Some reason, I was not able to install iTune on this machine.

I am trying to safe boot it and try to install it in safe mood. But pressing F8 repeatedly at start up doesn't work. If I press ESC to go into the boot menu, F8 is ostensibly missing.

How do I enter safe mood with this machine? Or better, how to install iTune on this machine?


----------



## ssal (Dec 12, 2017)

Sorry, I was able to install iTuen when I ran the installation as Admin.


----------



## johnb35 (Dec 12, 2017)

Just an FYI, to enter safe mode all you need to do is press and hold the shift key while pressing on restart.

https://www.digitalcitizen.life/4-ways-boot-safe-mode-windows-10

However, a lot of times windows installer isn't available in safe mode to install programs.


----------



## ssal (Dec 12, 2017)

johnb35 said:


> Just an FYI, to enter safe mode all you need to do is press and hold the shift key while pressing on restart.
> 
> https://www.digitalcitizen.life/4-ways-boot-safe-mode-windows-10
> 
> However, a lot of times windows installer isn't available in safe mode to install programs.

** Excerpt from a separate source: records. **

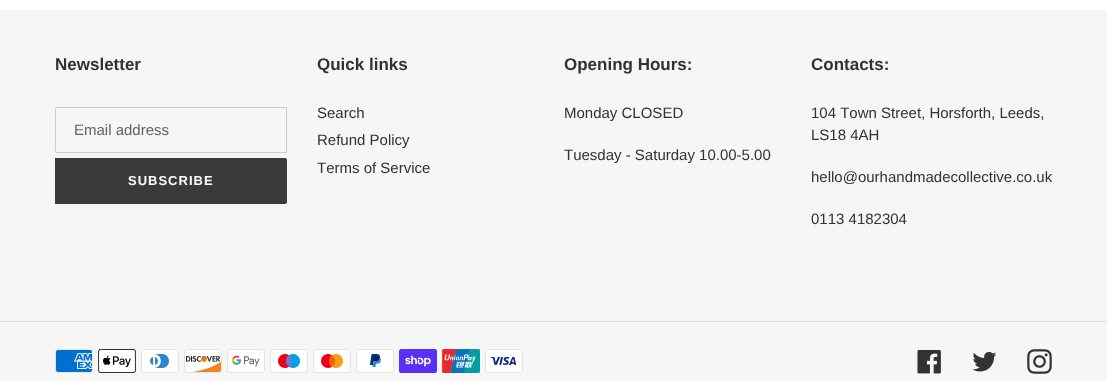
<!DOCTYPE html>
<meta charset="utf-8">
<style>body { margin: 0 } canvas { display: block }</style>
<canvas id="canvas" width="1107" height="381"></canvas>
<img id="img1" src="img_01.png" hidden>
<img id="img2" src="img_02.png" hidden>
<img id="img3" src="img_03.png" hidden>
<img id="img4" src="img_04.png" hidden>
<img id="img5" src="img_05.png" hidden>
<img id="img6" src="img_06.png" hidden>
<img id="img7" src="img_07.png" hidden>
<img id="img8" src="img_08.png" hidden>
<img id="img9" src="img_09.png" hidden>
<img id="img10" src="img_10.png" hidden>
<img id="img11" src="img_11.png" hidden>
<img id="img12" src="img_12.png" hidden>
<img id="img13" src="img_13.png" hidden>
<img id="img14" src="img_14.png" hidden>
<script>
window.onload = function () {
	const canvas = document.getElementById("canvas");
	const ctx = canvas.getContext("2d");
	ctx.miterLimit = 4;
	ctx.fontKerning = "none";
	function txt(s, x, y) {
		ctx.fillText(s, x, y);
	}
	function fill(x, y, w, h) {
		ctx.fillRect(x, y, w, h);
	}
	function img(id, x, y, w, h) {
		ctx.drawImage(document.getElementById(id), x, y, w, h);
	}

	ctx.fillStyle = "#FFFFFF";
	fill(0, 0, 1107, 381);
	ctx.fillStyle = "#F6F6F6";
	fill(0, 10, 1107, 371);
	ctx.beginPath();
	ctx.roundRect(55.5, 107.5, 231, 45, [1.5, 0, 0, 1.5]);
	ctx.strokeStyle = "#CCCCCC";
	ctx.stroke();
	ctx.fillStyle = "#3A3A3A";
	ctx.beginPath();
	ctx.roundRect(55, 158, 232, 46, [0, 2, 2, 0]);
	ctx.fill();
	ctx.fillStyle = "#DDDDDD";
	fill(0, 321, 1107, 1);
	img("img1", 55, 349, 38, 24);
	img("img2", 98, 349, 38, 24);
	img("img3", 141, 349, 38, 24);
	img("img4", 184, 349, 38, 24);
	img("img5", 227, 349, 38, 24);
	img("img6", 270, 349, 38, 24);
	img("img7", 313, 349, 38, 24);
	img("img8", 356, 349, 38, 24);
	img("img9", 399, 349, 38, 24);
	img("img10", 442, 349, 38, 24);
	img("img11", 485, 349, 38, 24);
	img("img12", 917, 350, 24, 24);
	img("img13", 972, 352, 25, 20);
	img("img14", 1027, 349, 25, 25);
	ctx.font = "bold 17px Liberation Sans";
	ctx.fillStyle = "#333232";
	txt("Newsletter", 55, 70);
	ctx.font = "15px Liberation Sans";
	ctx.fillStyle = "#626262";
	txt("Email address", 74, 135);
	ctx.letterSpacing = "1px";
	ctx.font = "bold 13px Liberation Sans";
	ctx.fillStyle = "#FFFFFF";
	txt("SUBSCRIBE", 128, 185);
	ctx.letterSpacing = "0px";
	ctx.font = "bold 17px Liberation Sans";
	ctx.fillStyle = "#333232";
	txt("Quick links", 317, 70);
	ctx.font = "15px Liberation Sans";
	txt("Search", 317, 118);
	txt("Refund Policy", 317, 145);
	txt("Terms of Service", 317, 173);
	ctx.font = "bold 17px Liberation Sans";
	txt("Opening Hours:", 564, 70);
	ctx.font = "15px Liberation Sans";
	txt("Monday CLOSED", 564, 118);
	txt("Tuesday - Saturday 10.00-5.00", 564, 160);
	ctx.font = "bold 17px Liberation Sans";
	txt("Contacts:", 811, 70);
	ctx.font = "15px Liberation Sans";
	txt("104 Town Street, Horsforth, Leeds,", 811, 118);
	txt("LS18 4AH", 811, 140);
	txt("hello@ourhandmadecollective.co.uk", 811, 182);
	txt("0113 4182304", 811, 224);
};
</script>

Thank you for the heads up. But the HP Elitebook has its way and I think they got out of the way to allow for safe mode boot. The F8 or Shift doesn't work. It boots up normally. The only way to do it is to go into system configuration and change to Safe Mode boot. And then you have to change it back to normal boot later.

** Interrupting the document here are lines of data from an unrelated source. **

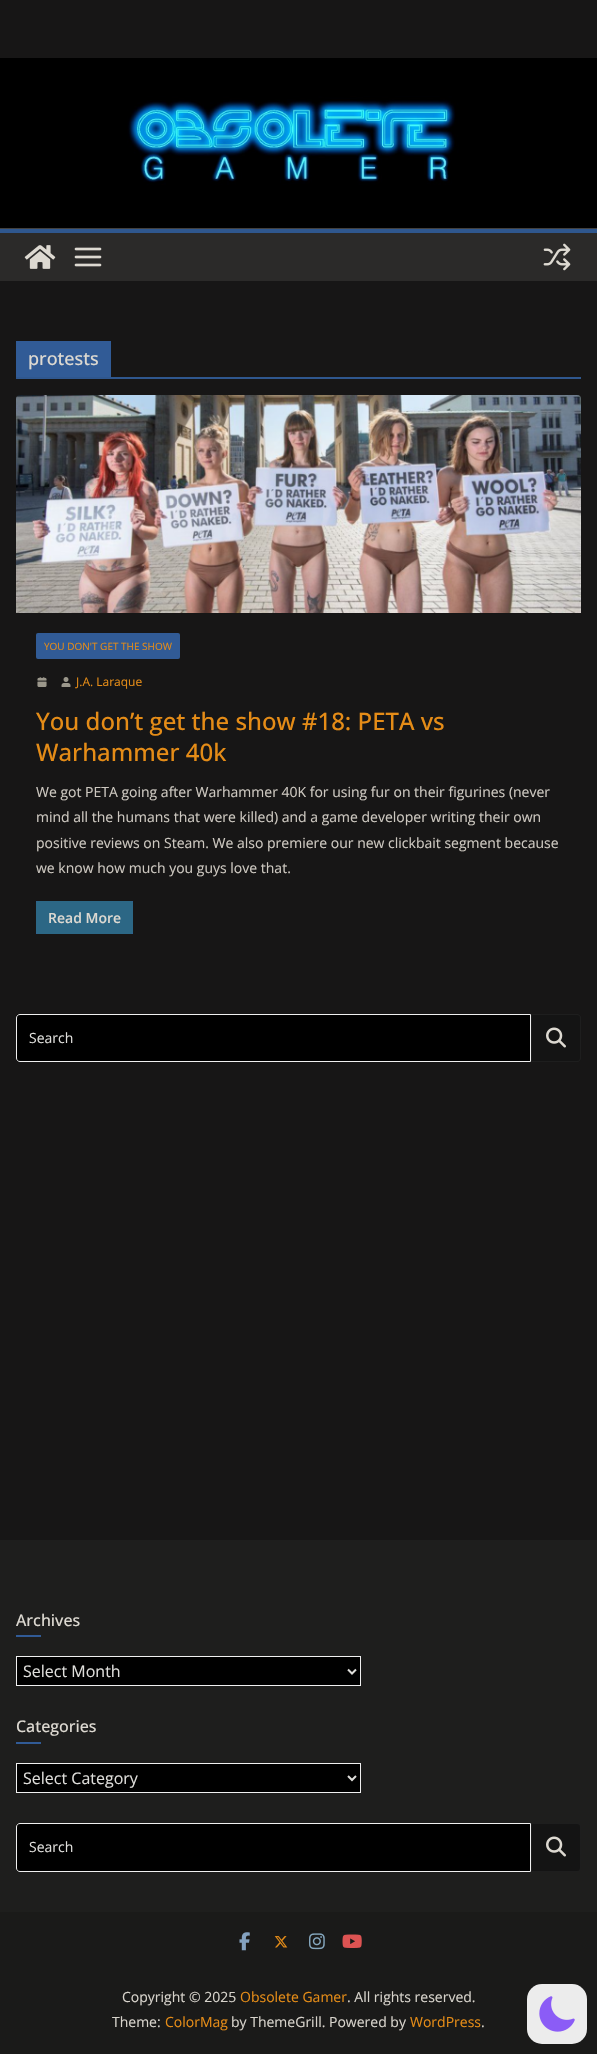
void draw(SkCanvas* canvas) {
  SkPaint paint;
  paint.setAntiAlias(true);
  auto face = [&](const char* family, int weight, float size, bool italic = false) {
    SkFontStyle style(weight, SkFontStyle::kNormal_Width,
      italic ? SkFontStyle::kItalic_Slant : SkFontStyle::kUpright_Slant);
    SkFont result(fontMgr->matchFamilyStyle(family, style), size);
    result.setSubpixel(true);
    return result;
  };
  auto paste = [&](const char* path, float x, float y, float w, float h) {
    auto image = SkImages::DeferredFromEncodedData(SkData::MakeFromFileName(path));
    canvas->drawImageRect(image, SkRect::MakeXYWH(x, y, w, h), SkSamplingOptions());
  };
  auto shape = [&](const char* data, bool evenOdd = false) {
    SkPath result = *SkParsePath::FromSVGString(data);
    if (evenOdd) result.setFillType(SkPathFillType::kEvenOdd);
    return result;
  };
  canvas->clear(0xff171616);
  paste("img/1.png", 0, 58, 597, 170);
  {
    const struct { float x, y, w, h; SkColor color; } items[] = {
      {0, 228, 597, 1, 0xff424140},
      {0, 233, 597, 48, 0xff2b2a29},
      {0, 229, 597, 4, 0xff2f578e},
    };
    for (auto [x, y, w, h, color] : items) {
      paint.setColor(color);
      canvas->drawRect(SkRect::MakeXYWH(x, y, w, h), paint);
    }
  }
  paste("img/2.png", 24, 245, 32, 24);
  paste("img/3.png", 74, 247, 28, 20);
  paste("img/4.png", 543, 243, 28, 28);
  canvas->drawRect(SkRect::MakeXYWH(16, 377, 565, 2), paint);
  paint.setColor(0xff315b96);
  canvas->drawRect(SkRect::MakeXYWH(16, 341, 95, 36), paint);
  paste("img/5.png", 16, 395, 565, 218);
  canvas->drawRoundRect(SkRect::MakeXYWH(36, 633, 144, 26), 2, 2, paint);
  paste("img/6.png", 37, 677, 10, 10);
  paste("img/7.png", 61, 677, 10, 10);
  canvas->drawRect(SkRect::MakeXYWH(36, 901, 97, 33), paint);
  paint.setColor(0xff2c6785);
  canvas->drawRoundRect(SkRect::MakeXYWH(36, 901, 97, 33), 2, 2, paint);
  paint.setColor(0xff000000);
  canvas->drawPath(shape("M20 1014.5H530.5V1061.5H20C18 1061.5 16.5 1060 16.5 1058V1018C16.5 1016 18 1014.5 20 1014.5Z"), paint);
  paint.setStroke(true);
  paint.setStrokeWidth(1);
  paint.setColor(0xfff0f0f0);
  canvas->drawPath(shape("M20 1014.5H530.5V1061.5H20C18 1061.5 16.5 1060 16.5 1058V1018C16.5 1016 18 1014.5 20 1014.5Z"), paint);
  paint.setStroke(false);
  paint.setColor(0xff141414);
  canvas->drawPath(shape("M531.5 1014.5H577C579 1014.5 580.5 1016 580.5 1018V1058C580.5 1060 579 1061.5 577 1061.5H531.5Z"), paint);
  paint.setStroke(true);
  paint.setColor(0xff1e1e1e);
  canvas->drawPath(shape("M531.5 1014.5H577C579 1014.5 580.5 1016 580.5 1018V1058C580.5 1060 579 1061.5 577 1061.5H531.5Z"), paint);
  paste("img/8.png", 546, 1027, 20, 21);
  paint.setStroke(false);
  paint.setColor(0xff1e1e1d);
  canvas->drawRect(SkRect::MakeXYWH(0, 1540, 597, 372), paint);
  paint.setColor(0xff315b96);
  canvas->drawRect(SkRect::MakeXYWH(16, 1635, 25, 2), paint);
  paint.setColor(0xff000000);
  canvas->drawRect(SkRect::MakeXYWH(16.5f, 1656.5f, 344, 29), paint);
  paint.setStroke(true);
  paint.setColor(0xfff0f0f0);
  canvas->drawRect(SkRect::MakeXYWH(16.5f, 1656.5f, 344, 29), paint);
  paint.setStrokeWidth(2);
  paint.setColor(0xffdfdedb);
  canvas->drawPath(shape("M348 1669.5L352 1673.5L356 1669.5"), paint);
  paint.setStroke(false);
  paint.setColor(0xff315b96);
  canvas->drawRect(SkRect::MakeXYWH(16, 1742, 25, 2), paint);
  paint.setColor(0xff000000);
  canvas->drawRect(SkRect::MakeXYWH(16.5f, 1763.5f, 344, 29), paint);
  paint.setStroke(true);
  paint.setStrokeWidth(1);
  paint.setColor(0xfff0f0f0);
  canvas->drawRect(SkRect::MakeXYWH(16.5f, 1763.5f, 344, 29), paint);
  paint.setStrokeWidth(2);
  paint.setColor(0xffdfdedb);
  canvas->drawPath(shape("M348 1776L352 1780L356 1776"), paint);
  paint.setStroke(false);
  paint.setColor(0xff000000);
  canvas->drawPath(shape("M20 1823.5H530.5V1871.5H20C18 1871.5 16.5 1870 16.5 1868V1827C16.5 1825 18 1823.5 20 1823.5Z"), paint);
  paint.setStroke(true);
  paint.setStrokeWidth(1);
  paint.setColor(0xfff0f0f0);
  canvas->drawPath(shape("M20 1823.5H530.5V1871.5H20C18 1871.5 16.5 1870 16.5 1868V1827C16.5 1825 18 1823.5 20 1823.5Z"), paint);
  paint.setStroke(false);
  paint.setColor(0xff141414);
  canvas->drawPath(shape("M531.5 1823.5H577C579 1823.5 580.5 1825 580.5 1827V1868C580.5 1870 579 1871.5 577 1871.5H531.5Z"), paint);
  paint.setStroke(true);
  paint.setColor(0xff1e1e1e);
  canvas->drawPath(shape("M531.5 1823.5H577C579 1823.5 580.5 1825 580.5 1827V1868C580.5 1870 579 1871.5 577 1871.5H531.5Z"), paint);
  paste("img/8.png", 546, 1836, 20, 21);
  paint.setStroke(false);
  paint.setColor(0xff1a1a19);
  canvas->drawRect(SkRect::MakeXYWH(0, 1912, 597, 142), paint);
  paste("img/9.png", 239, 1932, 11, 19);
  paste("img/10.png", 274, 1936, 14, 12);
  paste("img/11.png", 309, 1933, 16, 17);
  paste("img/12.png", 342, 1934, 20, 14);
  paint.setColor(0xffececec);
  canvas->drawRoundRect(SkRect::MakeXYWH(527, 1984, 60, 60), 15, 15, paint);
  paste("img/13.png", 539, 1996, 36, 36);
  auto f0 = face("Open Sans", 500, 18);
  paint.setColor(0xffddd9d1);
  canvas->drawString("protests", 28, 365, f0, paint);
  auto f1 = face("Open Sans", 400, 10);
  paint.setColor(0xffe58c17);
  canvas->drawString("YOU DON'T GET THE SHOW", 44, 650, f1, paint);
  auto f2 = face("Open Sans", 400, 12);
  canvas->drawString("J.A. Laraque", 76, 686, f2, paint);
  auto f3 = face("Open Sans", 500, 24);
  canvas->drawString("You don’t get the show #18: PETA vs", 36, 730, f3, paint);
  canvas->drawString("Warhammer 40k", 36, 761, f3, paint);
  auto f4 = face("Open Sans", 400, 14);
  paint.setColor(0xffcdc8c0);
  {
    const struct { const char* s; float x, y; } items[] = {
      {"We got PETA going after Warhammer 40K for using fur on their figurines (never", 36, 797},
      {"mind all the humans that were killed) and a game developer writing their own", 36, 822},
      {"positive reviews on Steam. We also premiere our new clickbait segment because", 36, 848},
      {"we know how much you guys love that.", 36, 873},
    };
    for (auto [s, x, y] : items) {
      canvas->drawString(s, x, y, f4, paint);
    }
  }
  auto f5 = face("Open Sans", 600, 14);
  paint.setColor(0xffddd9d1);
  canvas->drawString("Read More", 48, 923, f5, paint);
  paint.setColor(0xffdfdedb);
  canvas->drawString("Search", 29, 1043, f4, paint);
  auto f6 = face("Open Sans", 500, 16);
  paint.setColor(0xffddd9d1);
  canvas->drawString("Archives", 16, 1626, f6, paint);
  auto f7 = face("Open Sans", 400, 16);
  paint.setColor(0xffdfdedb);
  canvas->drawString("Select Month", 23, 1677, f7, paint);
  paint.setColor(0xffddd9d1);
  canvas->drawString("Categories", 16, 1732, f6, paint);
  paint.setColor(0xffdfdedb);
  canvas->drawString("Select Category", 23, 1784, f7, paint);
  canvas->drawString("Search", 29, 1852, f4, paint);
  paint.setColor(0xffd7d3cb);
  canvas->drawString("Copyright © 2025", 122, 2002, f4, paint);
  paint.setColor(0xffe58c17);
  canvas->drawString("Obsolete Gamer", 240, 2002, f4, paint);
  paint.setColor(0xffd7d3cb);
  canvas->drawString(". All rights reserved.", 347, 2002, f4, paint);
  canvas->drawString("Theme:", 112, 2027, f4, paint);
  paint.setColor(0xffe58c17);
  canvas->drawString("ColorMag", 165, 2027, f4, paint);
  paint.setColor(0xffd7d3cb);
  canvas->drawString("by ThemeGrill. Powered by", 231, 2027, f4, paint);
  paint.setColor(0xffe58c17);
  canvas->drawString("WordPress", 410, 2027, f4, paint);
  paint.setColor(0xffd7d3cb);
  canvas->drawString(".", 481, 2027, f4, paint);
}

And you're right that installer doesn't work in Safe mode.

I was able to install iTune after I ran the exe file as Admin. Mission accomplished and I learned a lot from the exercise.


----------



## Darren (Dec 12, 2017)

The holding down shift has nothing to do with it being HP. It's baked right into the OS. Hold shift until you're in the recovery menu.


----------



## ssal (Dec 12, 2017)

I did try. I held down the shift key while clicking reboot, and kept holding it down. But the boot went directly to normal.

I think it's the HP Elitebook thing. The F8 key was the standard I've known of since I had my first laptop. But it is not working here.

It is not even described in the user manual.

Google would return many similar questions about the Elitebook Safe Mode or the HP 84?? series.


----------



## voyagerfan99 (Dec 16, 2017)

There's also a nice little utility known as msconfig....


----------



## Darren (Dec 17, 2017)

voyagerfan99 said:


> There's also a nice little utility known as msconfig....
> View attachment 8632


He already mentioned that he did that. 


ssal said:


> The only way to do it is to go into system configuration and change to Safe Mode boot. And then you have to change it back to normal boot later.


----------